On February 7, 1979, an older man’s body was fished out of the sea near the Brazilian coastal town of Bertioga. On first look, it appeared that he had been swimming and suffered a heart attack or a stroke. An investigation along the beach found the man’s clothes and belongings. The identification card found in his things said that his name was Wolfgang Gerhard, a German national. The story of how Gerhard had come from Germany and ended up dead off the coast of Brazil is interesting and tangled.
It seems that, after service in the German Army in World War 2, the man worked a bit in agriculture in the Bavarian Alps. It was there that he decided that life in a rebuilding, post-war Germany didn’t suit him at all. He had been a True Believer, thinking that the Nazi ideal was the best future for the Fatherland. To live in a democratic Germany was simply too much to bear. He wanted a fresh start. So, like thousands of other Germans, he made his way to South America.
He sailed first to Argentina in 1949, leaving behind a wife and son. And he found work as a carpenter and lodging in a boarding house in Buenos Aries owned by another German ex-pat.

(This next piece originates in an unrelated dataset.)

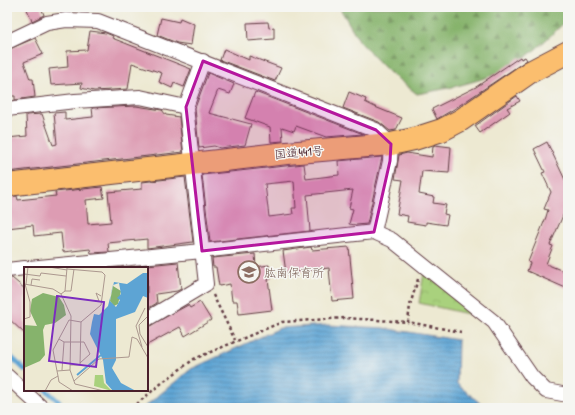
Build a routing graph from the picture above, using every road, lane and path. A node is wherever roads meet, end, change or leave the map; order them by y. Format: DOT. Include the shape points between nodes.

Eventually, he was able to move to a better neighborhood and through some other Germans who had made their escape from Europe, he got employment as a salesman. This salary allowed him to purchase his own apartment and to travel to other South American countries. His German wife granted him a divorce, and he married a woman named Martha in 1958. During these years, he made a couple of trips back to Germany where he was able to visit with his son, Rolf, for a short time.
In 1959, the couple moved to Paraguay, and they obtained citizenship there. The man invested in several farming enterprises that made some money here and there, and he seems to have been working also with pro-German groups who were helping to hide senior-level Nazis, war criminals who had fled after the war ended and came to South America. Martha eventually left him, moving to Italy to live her life there. Rolf, the man’s son, visited him in some later years and found a man who still was an “unrepentant Nazi” sympathizer.

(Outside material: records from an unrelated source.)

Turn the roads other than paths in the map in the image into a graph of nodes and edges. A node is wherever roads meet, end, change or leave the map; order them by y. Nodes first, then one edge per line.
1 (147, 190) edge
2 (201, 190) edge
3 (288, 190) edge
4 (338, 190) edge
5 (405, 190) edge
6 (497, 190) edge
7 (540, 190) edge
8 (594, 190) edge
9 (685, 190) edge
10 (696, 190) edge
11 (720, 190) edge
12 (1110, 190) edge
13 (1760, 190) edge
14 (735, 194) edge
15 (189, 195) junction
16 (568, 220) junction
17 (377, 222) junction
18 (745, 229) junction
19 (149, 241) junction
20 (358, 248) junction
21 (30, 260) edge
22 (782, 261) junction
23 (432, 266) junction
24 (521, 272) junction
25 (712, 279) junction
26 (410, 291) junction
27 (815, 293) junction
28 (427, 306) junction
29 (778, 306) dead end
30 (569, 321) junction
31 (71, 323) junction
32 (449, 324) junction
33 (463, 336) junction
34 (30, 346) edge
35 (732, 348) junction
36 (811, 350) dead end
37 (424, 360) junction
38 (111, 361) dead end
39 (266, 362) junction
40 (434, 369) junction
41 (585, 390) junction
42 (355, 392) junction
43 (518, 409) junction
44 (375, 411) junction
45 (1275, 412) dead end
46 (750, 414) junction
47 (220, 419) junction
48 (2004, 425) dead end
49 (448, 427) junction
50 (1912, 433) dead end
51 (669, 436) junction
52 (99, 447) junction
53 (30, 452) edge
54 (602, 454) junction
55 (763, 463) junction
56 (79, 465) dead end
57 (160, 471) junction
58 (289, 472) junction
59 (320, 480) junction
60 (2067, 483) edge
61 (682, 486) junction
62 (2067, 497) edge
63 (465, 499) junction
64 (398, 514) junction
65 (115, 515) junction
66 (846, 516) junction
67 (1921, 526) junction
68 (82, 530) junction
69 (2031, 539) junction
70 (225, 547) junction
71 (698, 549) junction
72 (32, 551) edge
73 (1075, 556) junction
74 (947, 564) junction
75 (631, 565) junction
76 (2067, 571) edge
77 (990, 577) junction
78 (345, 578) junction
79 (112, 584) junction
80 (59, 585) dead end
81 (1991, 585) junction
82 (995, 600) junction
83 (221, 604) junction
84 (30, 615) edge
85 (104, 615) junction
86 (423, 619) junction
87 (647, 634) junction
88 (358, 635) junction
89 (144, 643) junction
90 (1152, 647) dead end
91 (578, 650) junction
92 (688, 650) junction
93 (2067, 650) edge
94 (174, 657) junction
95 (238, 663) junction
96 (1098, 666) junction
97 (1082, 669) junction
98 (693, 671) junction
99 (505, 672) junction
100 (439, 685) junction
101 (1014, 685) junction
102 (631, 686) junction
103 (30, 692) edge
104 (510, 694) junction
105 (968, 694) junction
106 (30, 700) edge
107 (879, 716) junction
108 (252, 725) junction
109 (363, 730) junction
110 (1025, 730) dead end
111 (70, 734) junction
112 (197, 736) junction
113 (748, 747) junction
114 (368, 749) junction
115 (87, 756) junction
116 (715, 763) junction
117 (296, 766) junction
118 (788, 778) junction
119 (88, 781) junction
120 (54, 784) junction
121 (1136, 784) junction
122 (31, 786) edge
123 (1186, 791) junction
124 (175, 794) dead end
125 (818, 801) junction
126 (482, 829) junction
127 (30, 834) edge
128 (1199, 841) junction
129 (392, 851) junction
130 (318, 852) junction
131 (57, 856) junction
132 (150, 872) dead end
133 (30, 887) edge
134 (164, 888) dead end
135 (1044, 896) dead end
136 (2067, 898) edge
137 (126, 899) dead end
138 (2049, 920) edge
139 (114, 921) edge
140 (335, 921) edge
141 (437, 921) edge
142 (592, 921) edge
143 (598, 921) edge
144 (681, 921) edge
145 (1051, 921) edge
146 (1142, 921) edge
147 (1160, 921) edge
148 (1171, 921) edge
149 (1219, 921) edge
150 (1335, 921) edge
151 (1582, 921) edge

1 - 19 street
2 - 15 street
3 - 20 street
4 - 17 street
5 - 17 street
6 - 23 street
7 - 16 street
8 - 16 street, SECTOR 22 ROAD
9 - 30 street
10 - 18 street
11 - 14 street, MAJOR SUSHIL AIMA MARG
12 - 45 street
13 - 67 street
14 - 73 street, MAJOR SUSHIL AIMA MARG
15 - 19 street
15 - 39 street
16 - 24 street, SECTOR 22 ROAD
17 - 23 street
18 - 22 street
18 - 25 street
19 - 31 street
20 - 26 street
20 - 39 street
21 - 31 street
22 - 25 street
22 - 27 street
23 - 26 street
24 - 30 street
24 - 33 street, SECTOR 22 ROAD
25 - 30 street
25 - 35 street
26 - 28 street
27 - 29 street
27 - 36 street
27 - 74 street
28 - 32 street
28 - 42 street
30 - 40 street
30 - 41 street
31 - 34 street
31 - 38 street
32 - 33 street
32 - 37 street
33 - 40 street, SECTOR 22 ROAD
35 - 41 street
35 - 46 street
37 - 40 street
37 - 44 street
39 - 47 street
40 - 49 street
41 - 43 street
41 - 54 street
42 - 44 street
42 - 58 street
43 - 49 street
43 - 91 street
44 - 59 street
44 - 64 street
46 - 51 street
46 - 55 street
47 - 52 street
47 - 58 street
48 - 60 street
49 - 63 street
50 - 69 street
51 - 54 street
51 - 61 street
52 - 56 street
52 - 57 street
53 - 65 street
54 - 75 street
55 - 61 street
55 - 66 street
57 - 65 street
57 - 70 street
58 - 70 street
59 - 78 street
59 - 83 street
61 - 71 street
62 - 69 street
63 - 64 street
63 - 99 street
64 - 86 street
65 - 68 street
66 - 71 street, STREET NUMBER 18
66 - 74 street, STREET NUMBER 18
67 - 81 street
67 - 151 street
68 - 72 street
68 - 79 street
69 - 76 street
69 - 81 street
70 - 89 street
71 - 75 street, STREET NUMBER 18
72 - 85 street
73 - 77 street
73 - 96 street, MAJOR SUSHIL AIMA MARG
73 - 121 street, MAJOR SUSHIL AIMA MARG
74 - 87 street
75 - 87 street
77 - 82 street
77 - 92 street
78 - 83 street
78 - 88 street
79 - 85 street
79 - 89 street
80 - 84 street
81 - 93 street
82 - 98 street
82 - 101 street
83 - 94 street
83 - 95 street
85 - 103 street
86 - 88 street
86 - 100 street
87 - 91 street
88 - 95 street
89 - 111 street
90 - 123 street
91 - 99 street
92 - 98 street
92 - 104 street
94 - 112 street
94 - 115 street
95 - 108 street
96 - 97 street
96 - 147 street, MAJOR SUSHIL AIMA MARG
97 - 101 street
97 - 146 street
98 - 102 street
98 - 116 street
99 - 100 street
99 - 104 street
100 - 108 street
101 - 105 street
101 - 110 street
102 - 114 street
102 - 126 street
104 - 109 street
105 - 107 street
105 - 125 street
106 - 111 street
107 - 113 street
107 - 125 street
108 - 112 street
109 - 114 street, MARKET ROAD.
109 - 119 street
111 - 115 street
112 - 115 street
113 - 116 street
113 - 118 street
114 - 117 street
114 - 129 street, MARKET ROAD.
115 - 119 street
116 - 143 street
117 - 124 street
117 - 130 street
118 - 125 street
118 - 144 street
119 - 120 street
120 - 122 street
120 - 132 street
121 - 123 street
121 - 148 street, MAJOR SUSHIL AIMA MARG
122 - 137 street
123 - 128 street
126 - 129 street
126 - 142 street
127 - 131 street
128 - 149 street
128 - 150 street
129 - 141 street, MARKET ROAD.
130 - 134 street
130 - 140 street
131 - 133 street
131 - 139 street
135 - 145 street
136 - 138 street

By 1972, his health began to decline sharply even though he was only 61. He suffered a stroke in 1976. And that brings us back to the start, where he suffered another stroke that killed him while he was swimming in the Atlantic off Bertioga that February morning. The coroner said that he didn’t seem to suffer, that the stroke killed him so quickly that there wasn’t even any water in his lungs. And, in a way, that’s too bad that he didn’t suffer. I say that it’s sad he didn’t suffer because, you see, during the war, this man who went by the name Wolfgang Gerhard had made plenty of people suffer in the most cruel and casual ways imaginable during the Holocaust.
That’s because his real name was Dr. Josef Mengele.